» TASK DIRECTIONS:
Scan the listing below. Copy each line that contains "Left".

» SUPPLIED DATA:
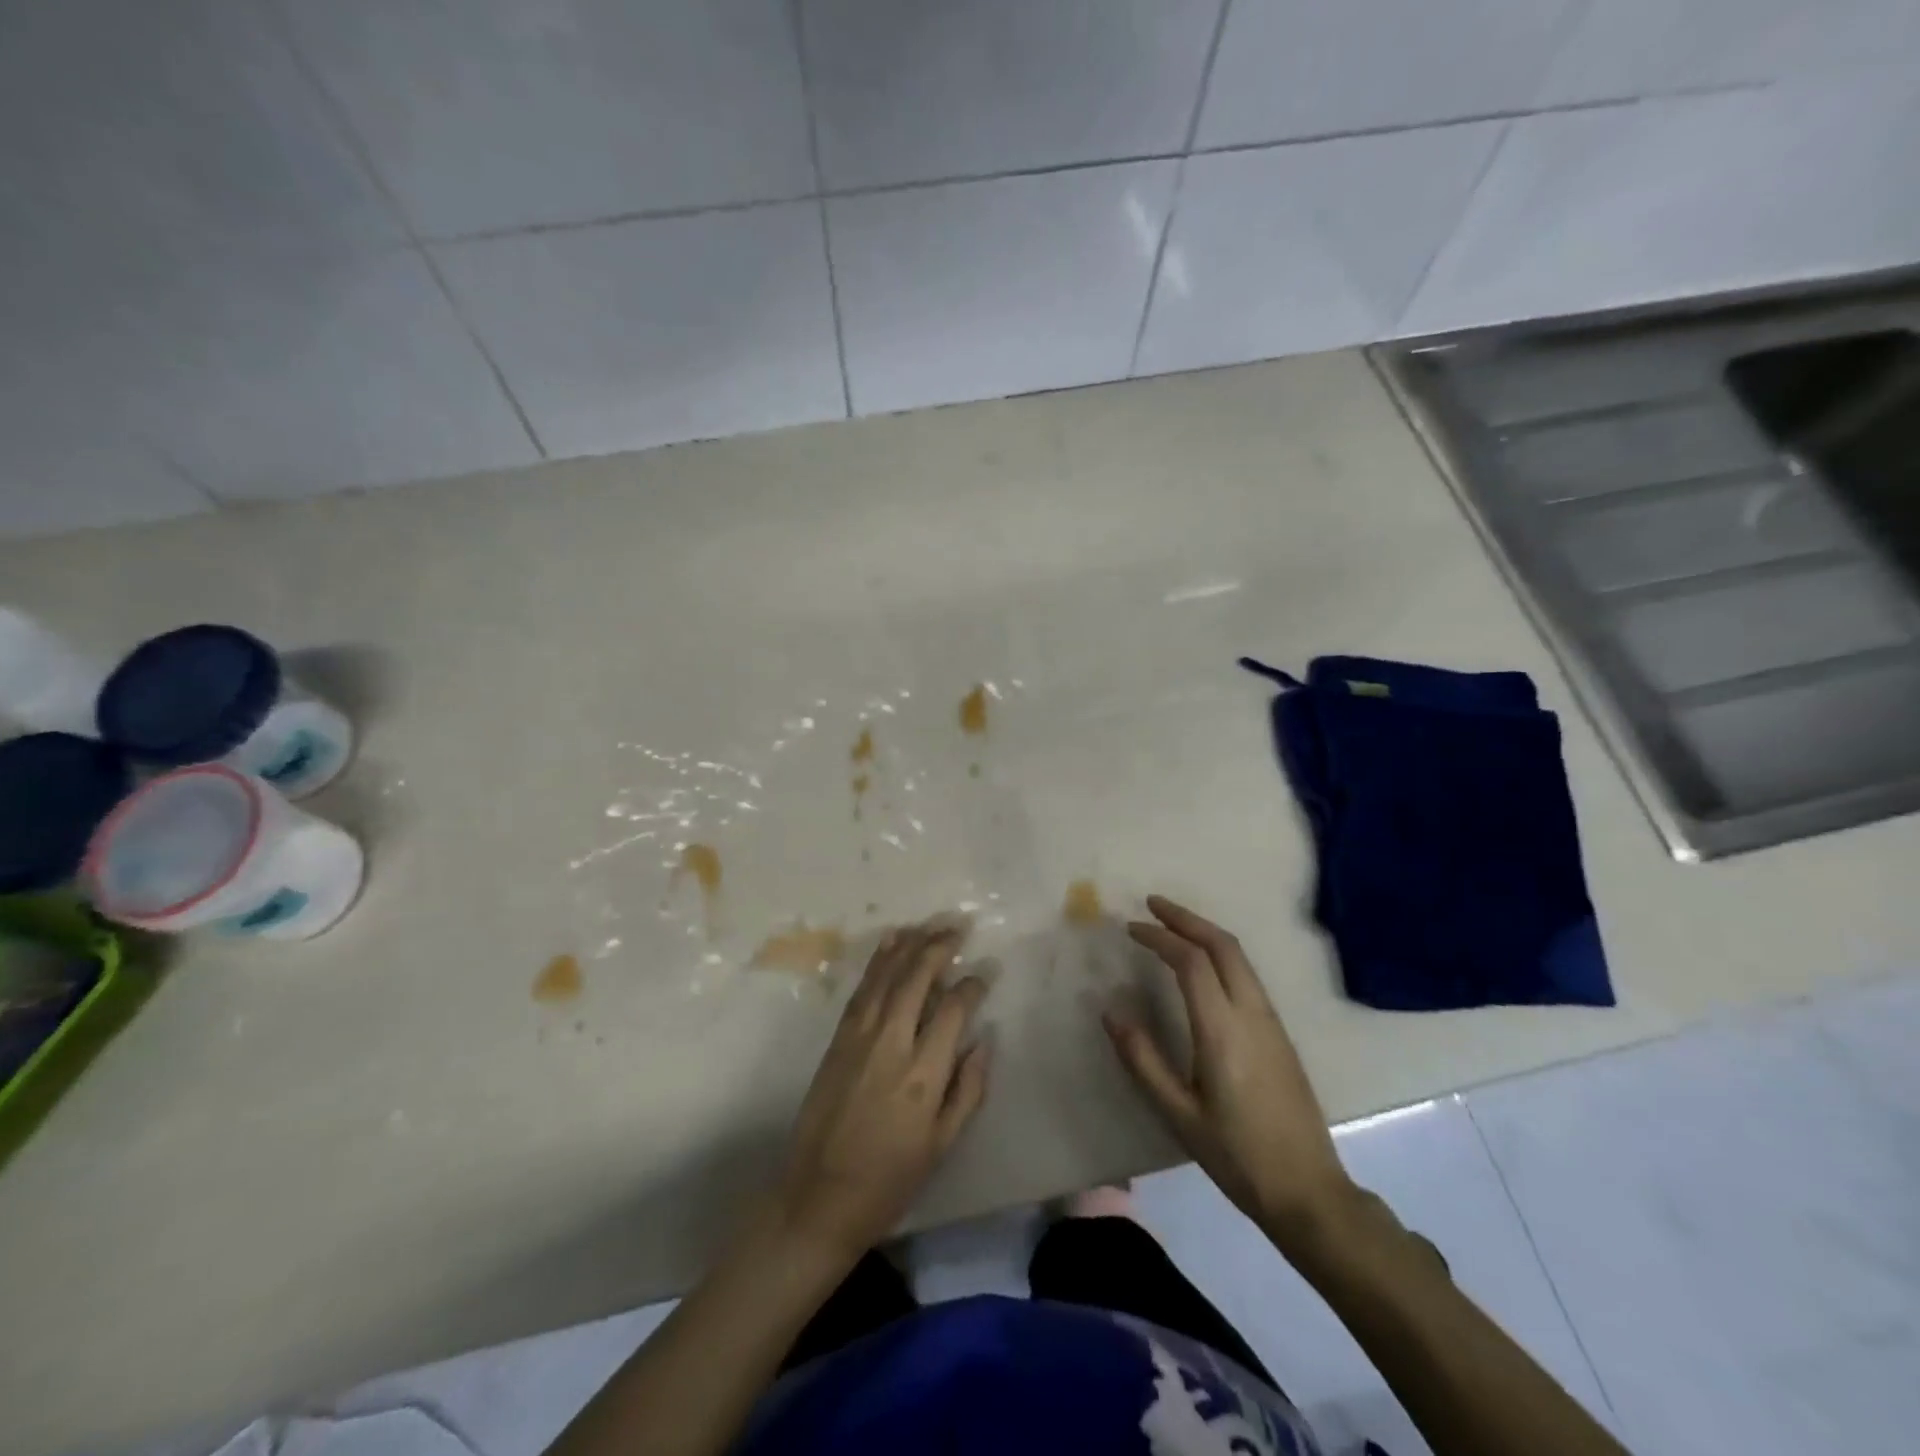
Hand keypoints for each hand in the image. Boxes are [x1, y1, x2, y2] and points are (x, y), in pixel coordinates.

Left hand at [775, 923, 990, 1260]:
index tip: (986, 972)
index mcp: (923, 1075)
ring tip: (929, 924)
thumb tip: (983, 1041)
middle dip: (940, 947)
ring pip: (887, 976)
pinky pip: (862, 989)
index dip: (973, 984)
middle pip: (918, 979)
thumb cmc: (888, 1180)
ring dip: (909, 945)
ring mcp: (859, 1037)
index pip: (954, 1009)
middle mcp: (891, 1044)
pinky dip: (878, 961)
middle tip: (959, 928)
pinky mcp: (837, 1039)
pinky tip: (890, 944)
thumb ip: (968, 1090)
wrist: (817, 1197)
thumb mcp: (941, 1146)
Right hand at [1104, 895, 1356, 1242]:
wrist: (1308, 1190)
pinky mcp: (1279, 1033)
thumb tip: (1111, 1012)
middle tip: (1152, 904)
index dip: (1159, 937)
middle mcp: (1251, 1013)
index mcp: (1222, 1030)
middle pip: (1222, 945)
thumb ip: (1143, 1059)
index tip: (1131, 928)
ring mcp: (1271, 1021)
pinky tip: (1202, 964)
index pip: (1190, 961)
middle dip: (1186, 918)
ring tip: (1172, 925)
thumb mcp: (1178, 1114)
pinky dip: (1220, 953)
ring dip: (1204, 932)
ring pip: (1239, 956)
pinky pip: (1247, 974)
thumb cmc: (1237, 1155)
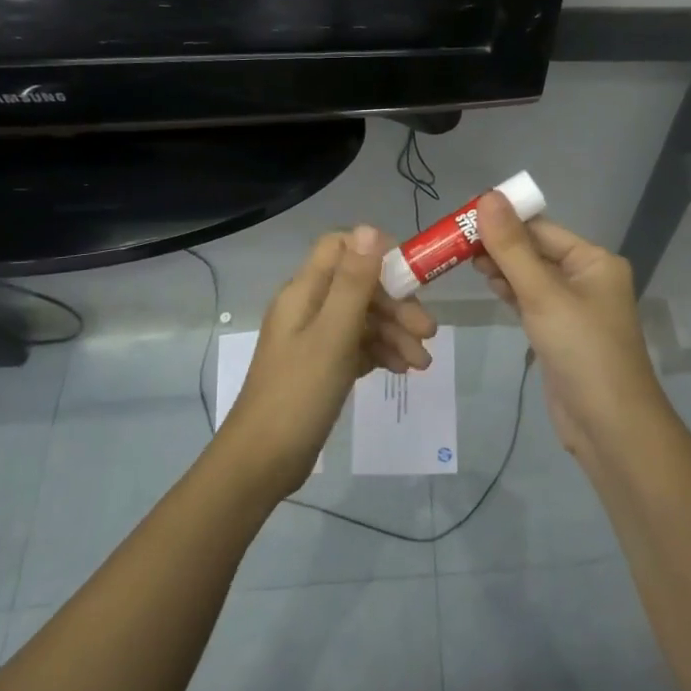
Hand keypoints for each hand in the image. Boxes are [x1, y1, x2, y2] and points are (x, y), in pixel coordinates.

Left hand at [218, 225, 436, 498]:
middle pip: (360, 286)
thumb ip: (354, 283)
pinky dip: (381, 352)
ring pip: (363, 319)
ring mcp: (314, 338)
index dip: (376, 253)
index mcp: (304, 291)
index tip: (411, 277)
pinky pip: (358, 346)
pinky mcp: (322, 366)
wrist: (262, 462)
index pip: (341, 248)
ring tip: (422, 364)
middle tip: (428, 332)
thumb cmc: (298, 394)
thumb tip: (370, 228)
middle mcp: (308, 307)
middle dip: (397, 304)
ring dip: (395, 333)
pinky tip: (401, 370)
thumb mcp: (333, 335)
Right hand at [472, 192, 668, 463]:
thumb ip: (512, 247)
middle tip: (455, 243)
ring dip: (502, 268)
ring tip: (464, 261)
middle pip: (536, 250)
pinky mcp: (560, 332)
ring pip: (531, 276)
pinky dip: (510, 291)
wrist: (609, 425)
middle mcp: (587, 278)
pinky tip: (488, 285)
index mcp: (594, 261)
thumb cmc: (582, 350)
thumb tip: (488, 196)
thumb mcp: (543, 295)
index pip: (541, 229)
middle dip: (499, 245)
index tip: (462, 219)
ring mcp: (574, 307)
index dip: (503, 221)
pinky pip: (532, 301)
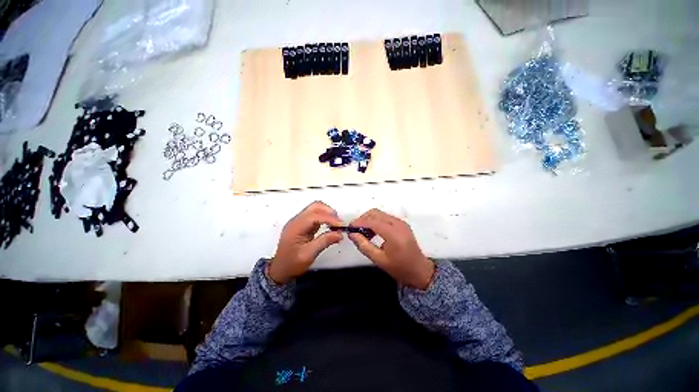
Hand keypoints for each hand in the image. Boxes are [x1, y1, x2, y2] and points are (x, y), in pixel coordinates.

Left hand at [268, 201, 343, 283]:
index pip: (314, 216)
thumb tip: (339, 234)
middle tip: (339, 224)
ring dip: (328, 213)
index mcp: (296, 227)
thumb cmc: (291, 264)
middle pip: (315, 206)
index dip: (329, 218)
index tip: (341, 225)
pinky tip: (330, 226)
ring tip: (336, 225)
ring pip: (316, 208)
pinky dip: (325, 217)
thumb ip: (324, 242)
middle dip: (329, 212)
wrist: (280, 269)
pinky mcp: (303, 224)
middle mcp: (296, 220)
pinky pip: (315, 215)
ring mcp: (299, 221)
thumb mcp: (308, 255)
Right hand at [348, 209, 434, 289]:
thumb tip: (352, 234)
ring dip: (369, 219)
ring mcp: (400, 222)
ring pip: (379, 213)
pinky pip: (385, 217)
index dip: (359, 222)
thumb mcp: (379, 260)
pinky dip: (376, 221)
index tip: (349, 228)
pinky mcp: (401, 223)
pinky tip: (372, 232)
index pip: (372, 221)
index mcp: (394, 234)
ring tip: (363, 232)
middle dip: (363, 219)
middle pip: (375, 213)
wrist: (419, 270)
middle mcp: (398, 224)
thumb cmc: (399, 268)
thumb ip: (364, 246)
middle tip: (355, 230)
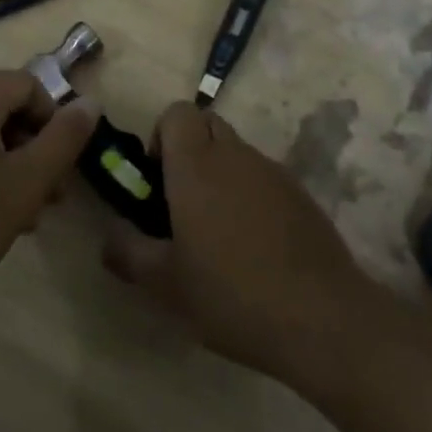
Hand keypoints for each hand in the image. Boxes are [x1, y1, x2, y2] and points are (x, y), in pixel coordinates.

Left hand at [0, 70, 98, 322]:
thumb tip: (91, 102)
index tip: (58, 170)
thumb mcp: (26, 183)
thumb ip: (65, 138)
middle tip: (48, 196)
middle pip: (3, 105)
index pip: (29, 85)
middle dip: (32, 147)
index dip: (53, 123)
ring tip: (21, 213)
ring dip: (8, 161)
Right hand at [104, 102, 367, 386]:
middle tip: (180, 201)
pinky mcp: (301, 194)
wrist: (323, 319)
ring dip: (220, 173)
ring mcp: (274, 172)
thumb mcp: (164, 284)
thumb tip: (108, 236)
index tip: (156, 180)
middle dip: (188, 150)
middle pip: (207, 124)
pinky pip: (264, 177)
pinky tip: (254, 246)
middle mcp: (236, 156)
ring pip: (236, 151)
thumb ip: (128, 252)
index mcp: (197, 166)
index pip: (176, 112)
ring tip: (217, 231)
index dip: (160, 136)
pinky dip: (250, 194)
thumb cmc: (231, 295)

» THE ANSWER:
Left hand at [775, 923, 990, 1260]:
Left hand at [218, 225, 436, 498]:
Left hand at [268, 201, 343, 283]:
Left hand at [0, 70, 98, 322]:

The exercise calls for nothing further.